▶ [Brief]: Repeat the listing below verbatim, without its images.

▶ [Entries shown]:
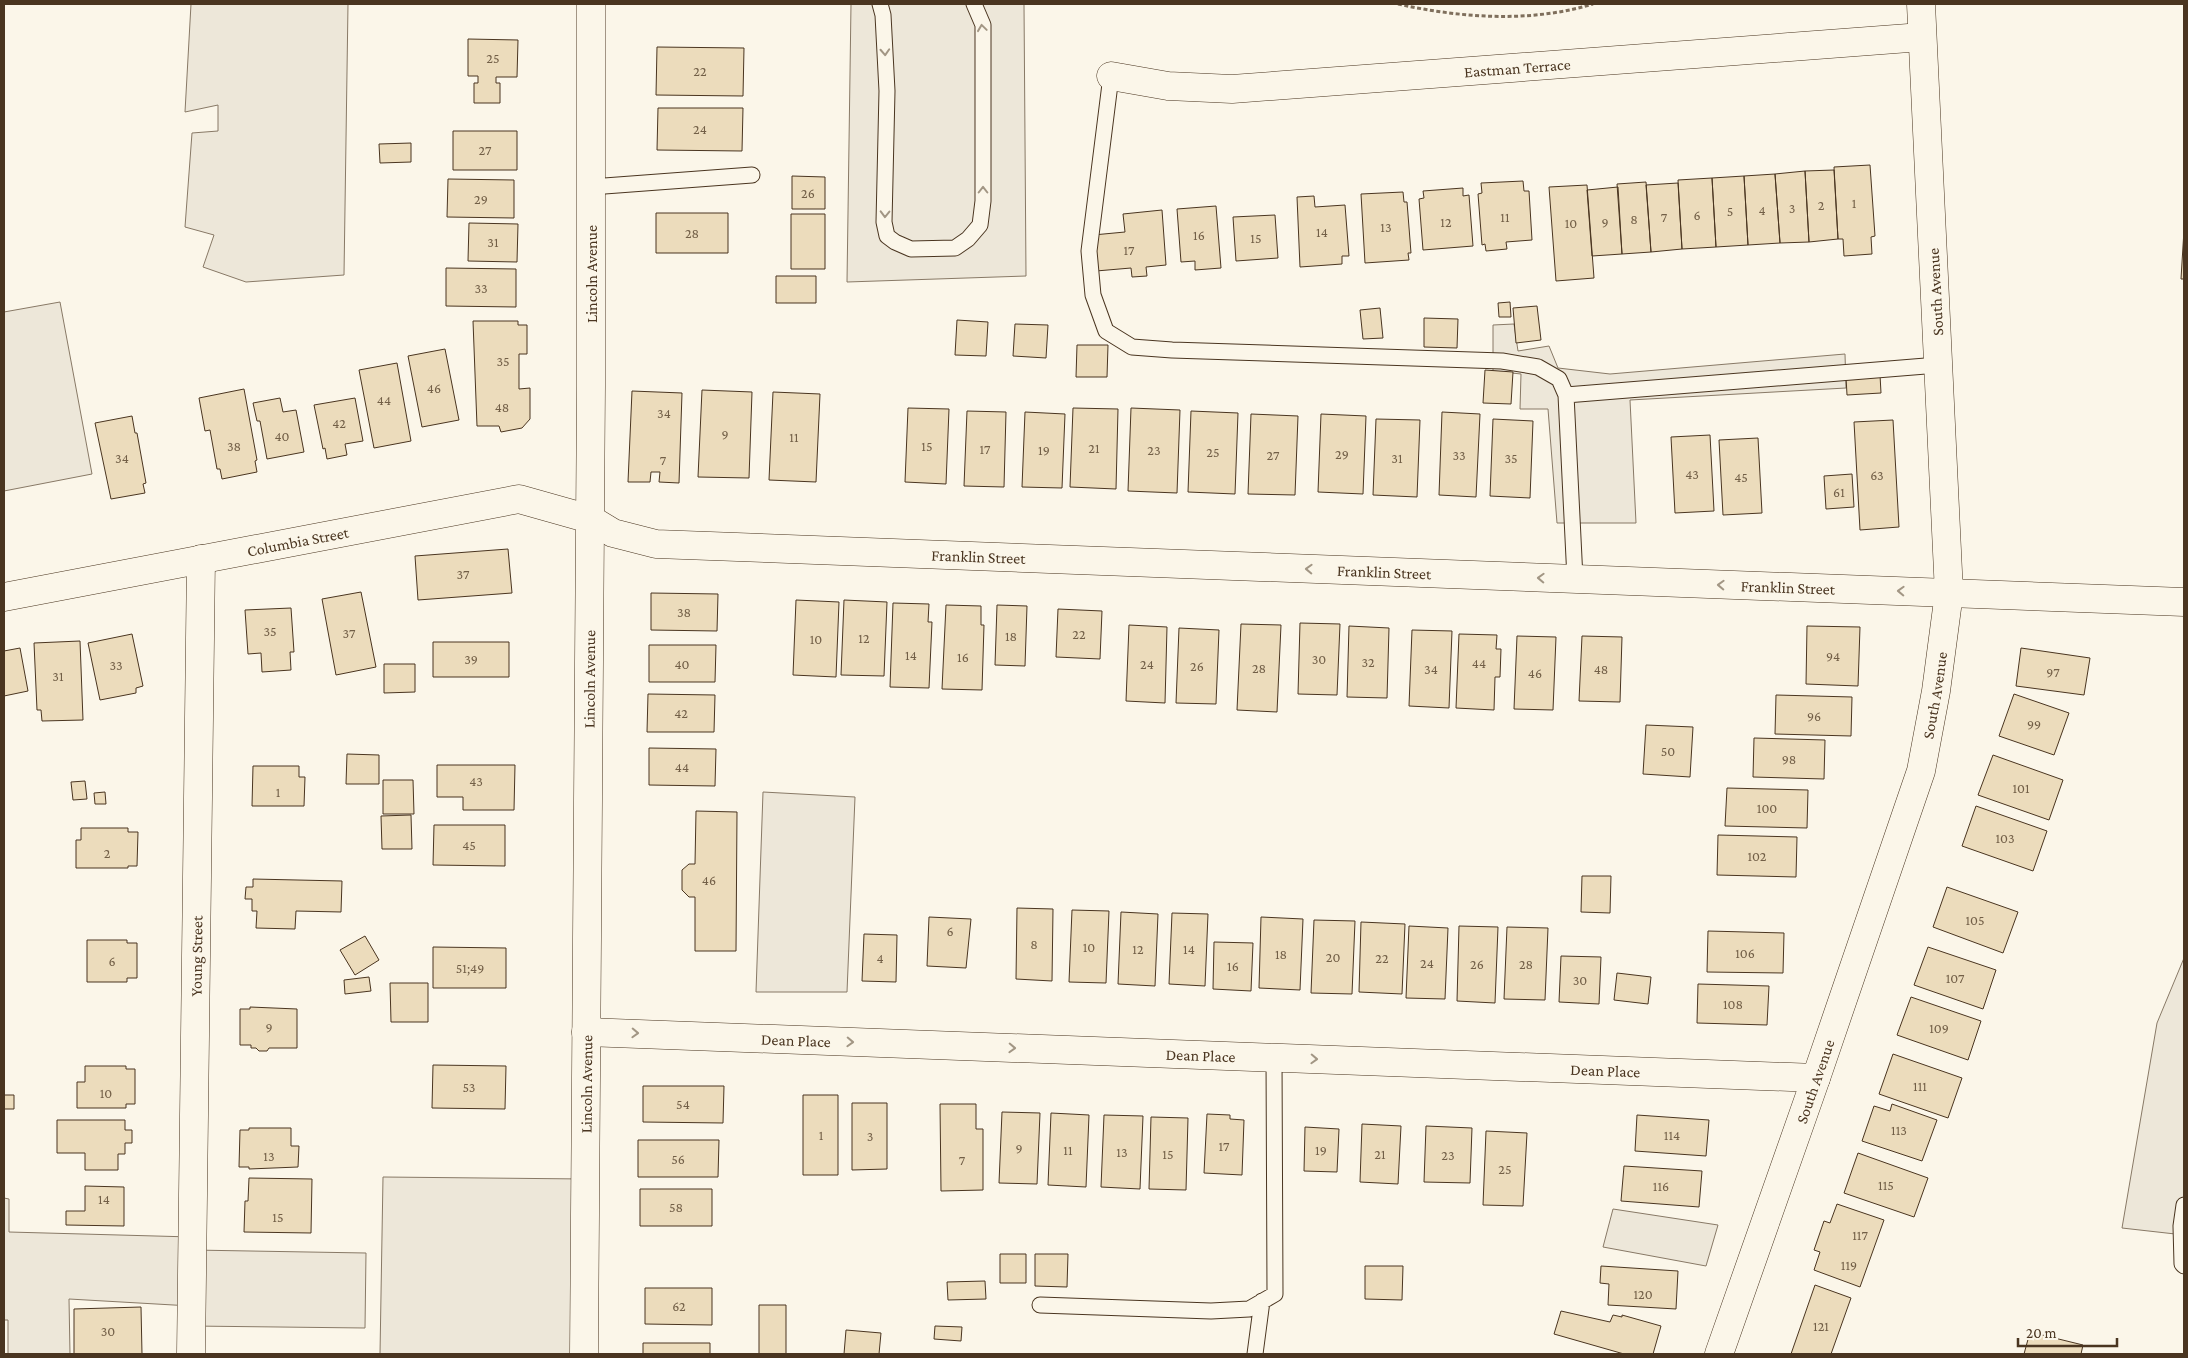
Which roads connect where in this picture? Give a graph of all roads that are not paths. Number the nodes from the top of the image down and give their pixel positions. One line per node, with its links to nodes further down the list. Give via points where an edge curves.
1 (591, 4): 8 (street, Lincoln Avenue)
2 (880, 4): 3 (lane, one-way to 3, via 888,91 884,222 887,236 911,249 955,248 968,240 980,225 983,201 983,25)
3 (974, 4)
4 (1921, 4): 5 (street, South Avenue)
5 (1922, 37): 6 (street, Eastman Terrace, via 1232,90 1168,86); 9 (street, South Avenue)
6 (1112, 76): 10 (lane, via 1089,251 1093,295 1106,331 1132,347 1502,361 1538,368 1560,379)
7 (752, 175): 8 (lane)
8 (591, 187): 11 (street, Lincoln Avenue)
9 (1938, 365): 10 (lane); 14 (street, South Avenue)
10 (1566, 396): 13 (lane)
11 (590, 518): 12 (street, Columbia Street, via 519,499); 13 (street, Franklin Street, one-way to 11, via 656,544 613,533); 17 (street, Lincoln Avenue)
12 (201, 559): 15 (street, Columbia Street); 24 (street, Young Street)
13 (1575, 579): 14 (street, Franklin Street, one-way to 13)
14 (1949, 593): 16 (street, Franklin Street); 19 (street, South Avenue, via 1921,771)
15 (4, 597)
16 (2184, 602)
17 (586, 1032): 18 (street, Dean Place, one-way to 18); 25 (street, Lincoln Avenue)
18 (1274, 1058): 19 (street, Dean Place, one-way to 19); 22 (lane, via 1275,1294)
19 (1816, 1078): 27 (street, South Avenue)
20 (2184, 1205): 21 (lane, via 2181,1226)
21 (2184, 1266)
22 (1262, 1301): 23 (lane, via 1249,1308 1211,1311); 26 (lane)
23 (1040, 1305)
24 (190, 1354)
25 (584, 1354)
26 (1255, 1354)
27 (1719, 1354)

▶ [Solved exercise]:
Which roads connect where in this picture? Give a graph of all roads that are not paths. Number the nodes from the top of the image down and give their pixel positions. One line per node, with its links to nodes further down the list. Give via points where an edge curves.
1 (591, 4): 8 (street, Lincoln Avenue)
2 (880, 4): 3 (lane, one-way to 3, via 888,91 884,222 887,236 911,249 955,248 968,240 980,225 983,201 983,25)
3 (974, 4)
4 (1921, 4): 5 (street, South Avenue)
5 (1922, 37): 6 (street, Eastman Terrace, via 1232,90 1168,86); 9 (street, South Avenue)
6 (1112, 76): 10 (lane, via 1089,251 1093,295 1106,331 1132,347 1502,361 1538,368 1560,379)
7 (752, 175): 8 (lane)
8 (591, 187): 11 (street, Lincoln Avenue)
9 (1938, 365): 10 (lane); 14 (street, South Avenue)
10 (1566, 396): 13 (lane)
11 (590, 518): 12 (street, Columbia Street, via 519,499); 13 (street, Franklin Street, one-way to 11, via 656,544 613,533); 17 (street, Lincoln Avenue)
12 (201, 559): 15 (street, Columbia Street); 24 (street, Young Street)
13 (1575, 579): 14 (street, Franklin Street, one-way to 13)
14 (1949, 593): 16 (street, Franklin Street); 19 (street, South Avenue, via 1921,771)
15 (4, 597)
16 (2184, 602)
17 (586, 1032): 18 (street, Dean Place, one-way to 18); 25 (street, Lincoln Avenue)
18 (1274, 1058): 19 (street, Dean Place, one-way to 19); 22 (lane, via 1275,1294)
19 (1816, 1078): 27 (street, South Avenue)
20 (2184, 1205): 21 (lane, via 2181,1226)
21 (2184, 1266)
22 (1262, 1301): 23 (lane, via 1249,1308 1211,1311); 26 (lane)
23 (1040, 1305)
24 (190, 1354)
25 (584, 1354)
26 (1255, 1354)
27 (1719, 1354)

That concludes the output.